TASK INPUTS:
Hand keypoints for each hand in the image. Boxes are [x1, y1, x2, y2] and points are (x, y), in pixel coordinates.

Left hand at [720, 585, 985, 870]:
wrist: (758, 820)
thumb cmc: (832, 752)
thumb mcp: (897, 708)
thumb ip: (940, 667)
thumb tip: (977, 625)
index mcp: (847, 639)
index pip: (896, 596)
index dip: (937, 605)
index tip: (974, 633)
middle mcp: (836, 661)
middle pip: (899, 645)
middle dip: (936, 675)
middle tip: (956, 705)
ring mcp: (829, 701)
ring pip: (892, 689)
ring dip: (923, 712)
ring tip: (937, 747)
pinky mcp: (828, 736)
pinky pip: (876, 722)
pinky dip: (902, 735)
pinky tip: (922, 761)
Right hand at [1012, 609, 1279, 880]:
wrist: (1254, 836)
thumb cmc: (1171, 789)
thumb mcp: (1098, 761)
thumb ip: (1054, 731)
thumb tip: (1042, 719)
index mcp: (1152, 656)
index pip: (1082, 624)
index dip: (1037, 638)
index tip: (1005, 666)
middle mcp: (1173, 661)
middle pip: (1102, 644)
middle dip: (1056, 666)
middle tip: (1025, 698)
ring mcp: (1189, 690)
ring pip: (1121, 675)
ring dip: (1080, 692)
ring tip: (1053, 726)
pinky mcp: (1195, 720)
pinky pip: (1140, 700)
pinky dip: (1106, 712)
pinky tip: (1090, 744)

---

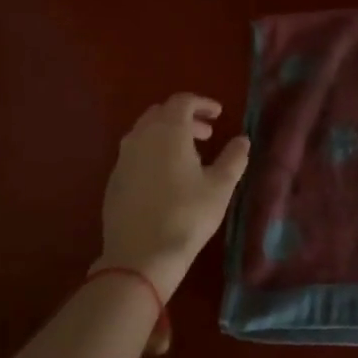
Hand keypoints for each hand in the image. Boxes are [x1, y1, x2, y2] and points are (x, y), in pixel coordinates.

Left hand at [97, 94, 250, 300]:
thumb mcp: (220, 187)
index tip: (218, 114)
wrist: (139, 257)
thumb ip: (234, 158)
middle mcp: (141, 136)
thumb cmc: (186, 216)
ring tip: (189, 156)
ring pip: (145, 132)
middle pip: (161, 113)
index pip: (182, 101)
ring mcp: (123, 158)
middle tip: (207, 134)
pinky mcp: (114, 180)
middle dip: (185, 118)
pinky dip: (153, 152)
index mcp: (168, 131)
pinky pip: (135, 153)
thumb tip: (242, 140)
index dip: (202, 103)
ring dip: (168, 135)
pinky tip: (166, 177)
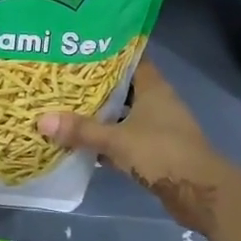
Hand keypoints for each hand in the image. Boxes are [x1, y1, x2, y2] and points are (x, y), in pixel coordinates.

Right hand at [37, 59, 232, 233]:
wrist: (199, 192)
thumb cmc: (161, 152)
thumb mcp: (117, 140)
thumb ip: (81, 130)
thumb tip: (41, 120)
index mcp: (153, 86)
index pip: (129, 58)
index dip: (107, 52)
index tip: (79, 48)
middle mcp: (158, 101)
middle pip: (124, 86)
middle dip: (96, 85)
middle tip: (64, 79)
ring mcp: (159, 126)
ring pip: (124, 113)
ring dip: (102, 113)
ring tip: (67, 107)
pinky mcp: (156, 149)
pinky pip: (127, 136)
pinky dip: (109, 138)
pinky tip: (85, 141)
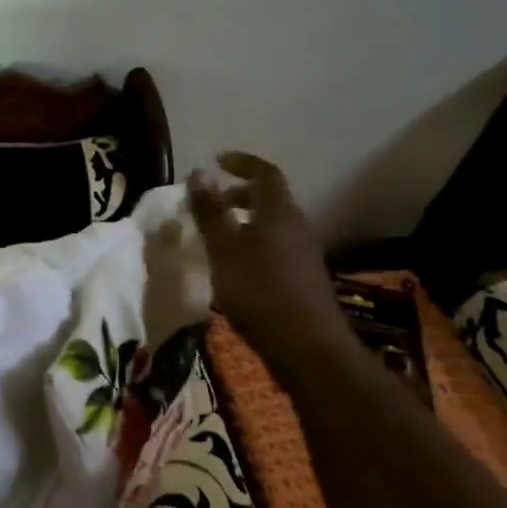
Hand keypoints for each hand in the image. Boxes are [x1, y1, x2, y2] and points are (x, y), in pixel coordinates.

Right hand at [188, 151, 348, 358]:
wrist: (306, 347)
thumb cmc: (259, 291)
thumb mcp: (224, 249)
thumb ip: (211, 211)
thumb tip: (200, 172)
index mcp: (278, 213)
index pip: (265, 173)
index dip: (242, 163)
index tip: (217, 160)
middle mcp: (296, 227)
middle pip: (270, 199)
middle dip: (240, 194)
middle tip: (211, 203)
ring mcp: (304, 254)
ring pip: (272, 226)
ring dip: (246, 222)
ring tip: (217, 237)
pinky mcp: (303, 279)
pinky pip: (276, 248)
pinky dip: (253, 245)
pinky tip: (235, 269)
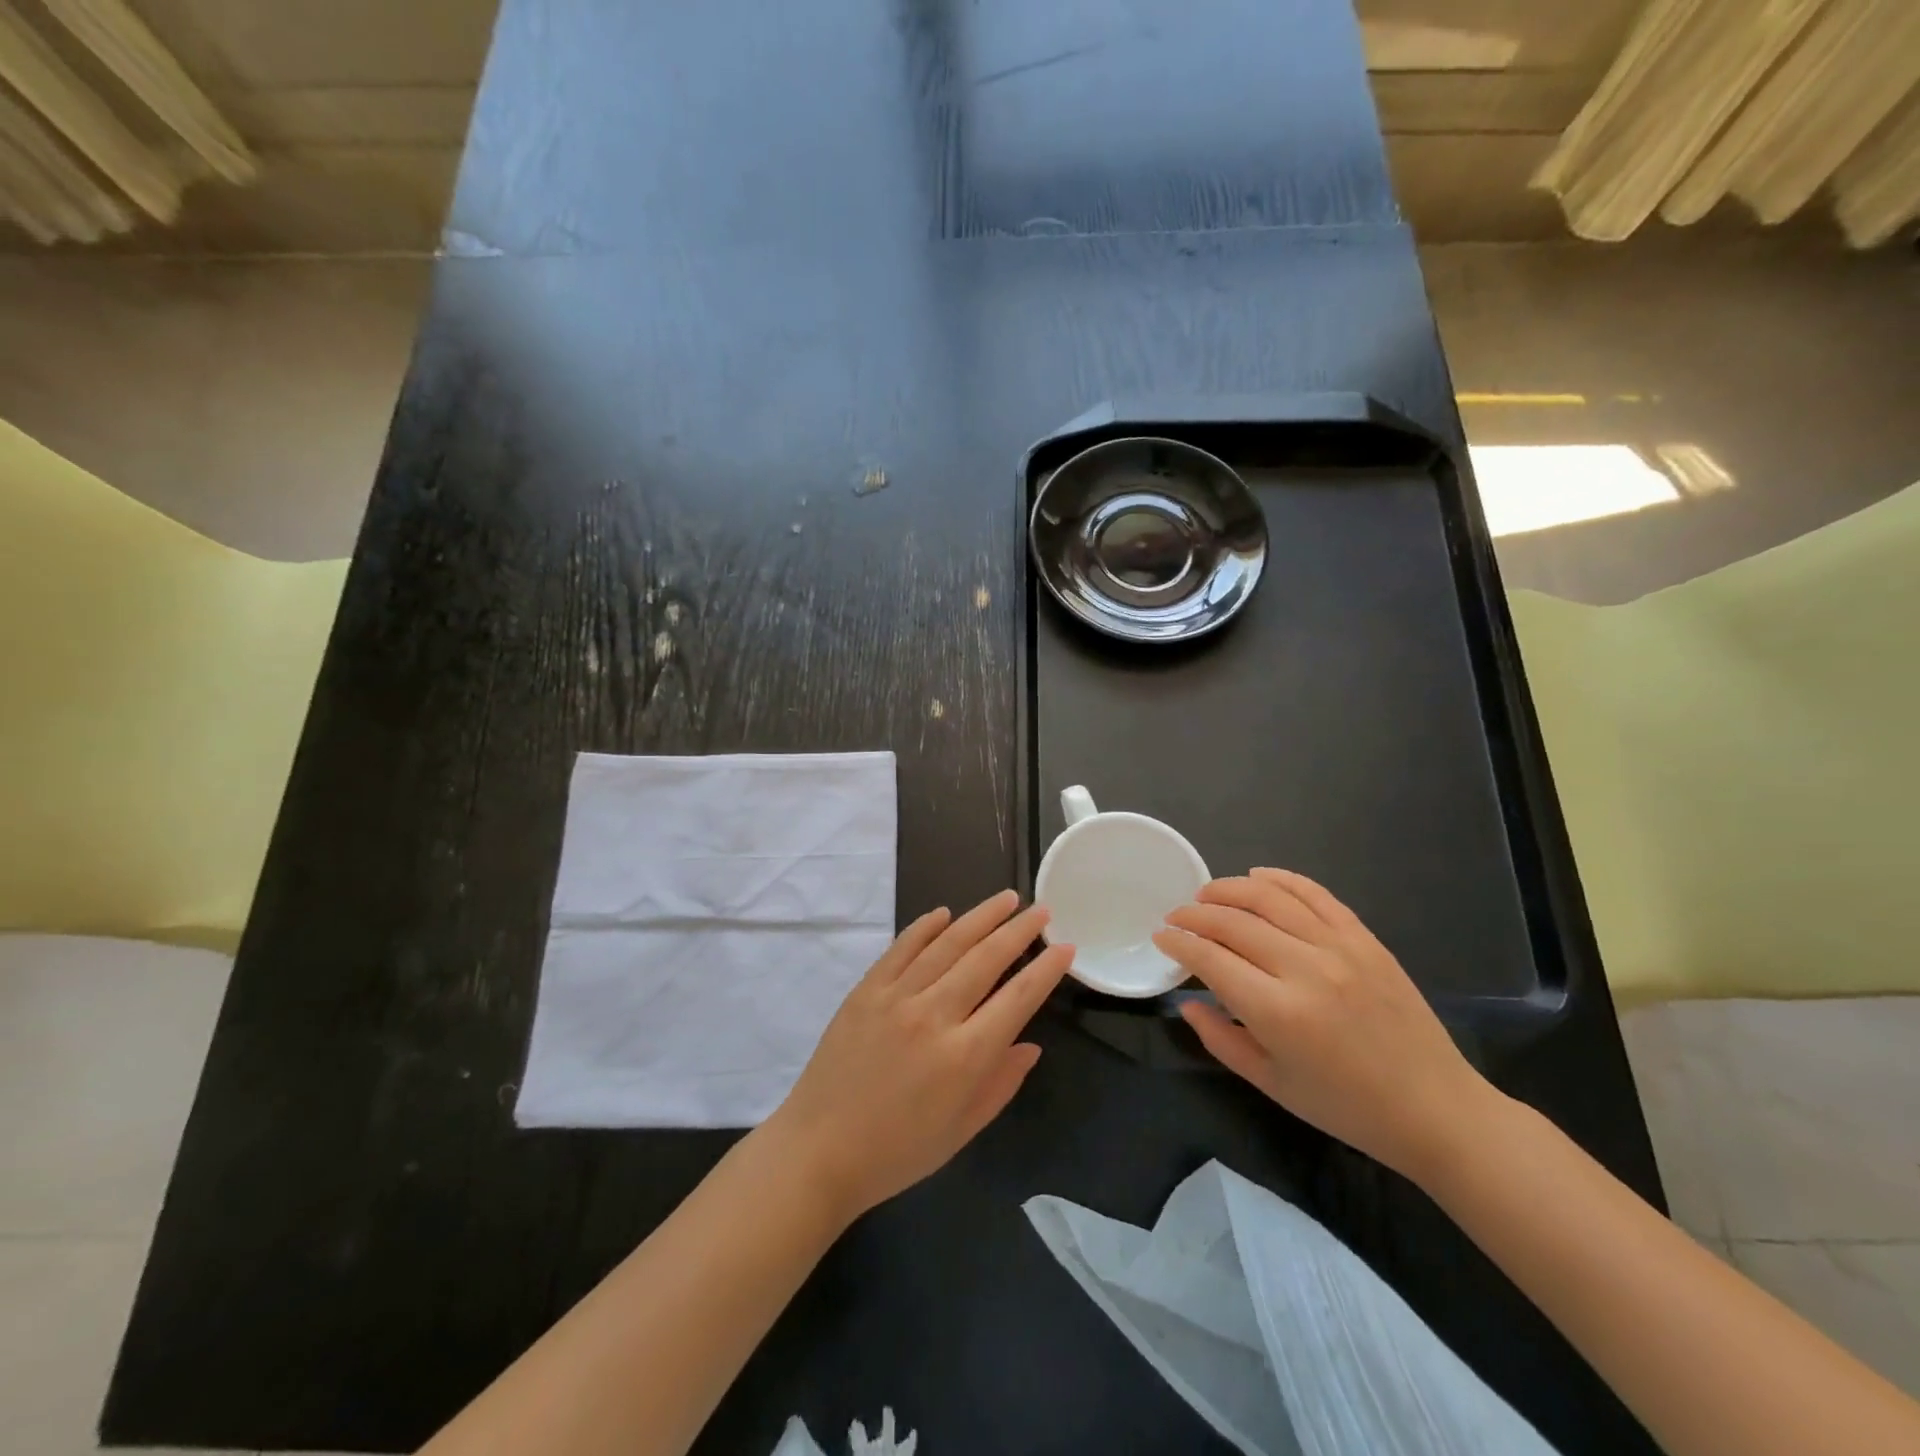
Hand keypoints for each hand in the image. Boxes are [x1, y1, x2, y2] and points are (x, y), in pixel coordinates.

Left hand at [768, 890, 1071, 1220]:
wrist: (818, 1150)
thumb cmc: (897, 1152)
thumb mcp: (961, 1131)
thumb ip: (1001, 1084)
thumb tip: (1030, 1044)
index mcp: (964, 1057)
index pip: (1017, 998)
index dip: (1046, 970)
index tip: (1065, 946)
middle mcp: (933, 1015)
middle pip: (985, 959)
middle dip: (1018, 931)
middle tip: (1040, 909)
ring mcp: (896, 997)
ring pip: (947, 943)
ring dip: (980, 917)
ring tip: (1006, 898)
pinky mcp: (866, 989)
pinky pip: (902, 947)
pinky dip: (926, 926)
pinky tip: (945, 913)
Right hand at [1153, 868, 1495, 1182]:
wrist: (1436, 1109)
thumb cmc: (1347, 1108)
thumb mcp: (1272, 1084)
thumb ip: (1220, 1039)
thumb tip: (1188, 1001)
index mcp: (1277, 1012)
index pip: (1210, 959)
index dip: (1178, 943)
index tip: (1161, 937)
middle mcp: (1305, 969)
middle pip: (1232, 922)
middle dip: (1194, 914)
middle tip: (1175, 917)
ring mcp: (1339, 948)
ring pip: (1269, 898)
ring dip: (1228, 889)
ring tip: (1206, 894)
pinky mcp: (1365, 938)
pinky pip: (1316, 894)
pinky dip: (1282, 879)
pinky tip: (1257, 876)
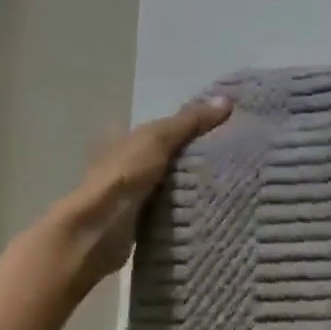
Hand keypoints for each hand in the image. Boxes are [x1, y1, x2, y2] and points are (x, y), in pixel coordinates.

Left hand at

...

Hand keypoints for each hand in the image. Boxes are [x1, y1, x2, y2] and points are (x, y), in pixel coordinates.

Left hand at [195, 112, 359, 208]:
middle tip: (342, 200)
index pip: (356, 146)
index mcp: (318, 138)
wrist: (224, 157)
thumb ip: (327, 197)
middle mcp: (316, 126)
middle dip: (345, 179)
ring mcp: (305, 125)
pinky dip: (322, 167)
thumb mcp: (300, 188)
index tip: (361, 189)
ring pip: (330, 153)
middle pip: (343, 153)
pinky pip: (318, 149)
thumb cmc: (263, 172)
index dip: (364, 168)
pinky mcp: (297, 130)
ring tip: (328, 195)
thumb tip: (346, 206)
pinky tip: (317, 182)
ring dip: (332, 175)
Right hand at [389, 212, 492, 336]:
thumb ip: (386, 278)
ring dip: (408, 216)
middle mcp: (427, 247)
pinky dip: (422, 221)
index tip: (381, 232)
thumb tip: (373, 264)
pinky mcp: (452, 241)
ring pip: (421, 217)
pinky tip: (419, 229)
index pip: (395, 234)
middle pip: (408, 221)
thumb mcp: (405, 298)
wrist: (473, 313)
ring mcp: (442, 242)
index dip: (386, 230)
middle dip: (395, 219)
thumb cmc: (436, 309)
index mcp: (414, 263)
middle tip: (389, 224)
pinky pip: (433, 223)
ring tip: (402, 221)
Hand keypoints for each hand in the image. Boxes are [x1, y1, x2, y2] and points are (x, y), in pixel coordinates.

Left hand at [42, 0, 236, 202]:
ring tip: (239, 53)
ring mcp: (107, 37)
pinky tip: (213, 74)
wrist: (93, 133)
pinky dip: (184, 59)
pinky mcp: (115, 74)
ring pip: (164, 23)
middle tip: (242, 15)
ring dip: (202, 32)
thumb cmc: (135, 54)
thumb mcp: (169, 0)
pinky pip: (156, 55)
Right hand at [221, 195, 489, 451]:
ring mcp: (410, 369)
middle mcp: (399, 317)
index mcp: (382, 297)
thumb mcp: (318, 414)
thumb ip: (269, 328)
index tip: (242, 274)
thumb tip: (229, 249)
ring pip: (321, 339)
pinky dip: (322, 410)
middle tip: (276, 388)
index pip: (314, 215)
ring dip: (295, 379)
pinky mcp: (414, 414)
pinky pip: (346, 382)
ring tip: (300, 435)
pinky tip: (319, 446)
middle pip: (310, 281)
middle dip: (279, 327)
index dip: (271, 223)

EXERCISE DETAILS: Could you repeat exactly the lines above from the line with "ring mcp: (829, 701)" up to and including the line with "pinky tip: (1090, 744)", and only those?

PROBLEM SOLUTION:
ring mcp: (829, 701)
ring pip: (892, 689)
ring dip: (923, 712)
ring tip: (937, 747)
pinky mcp: (828, 736)
pinky pip: (876, 722)
pinky dip: (902, 735)
pinky tip: (922, 761)
Right hand at [1012, 609, 1279, 880]:
wrist: (1254, 836)
thumb cmc: (1171, 789)
thumb mcp: (1098, 761)
thumb ip: (1054, 731)
thumb tip: (1042, 719)
index mcp: (1152, 656)
index pip: (1082, 624)
index dip: (1037, 638)
index tip: (1005, 666)
middle mcp: (1173, 661)
middle pip: (1102, 644)
middle dip: (1056, 666)
middle tip: (1025, 698)
ring mcp: (1189, 690)
ring pip: (1121, 675)
ring dip: (1080, 692)
ring tip: (1053, 726)
pinky mcp: (1195, 720)
pinky pip: (1140, 700)
pinky dip: (1106, 712)
pinky tip: (1090, 744)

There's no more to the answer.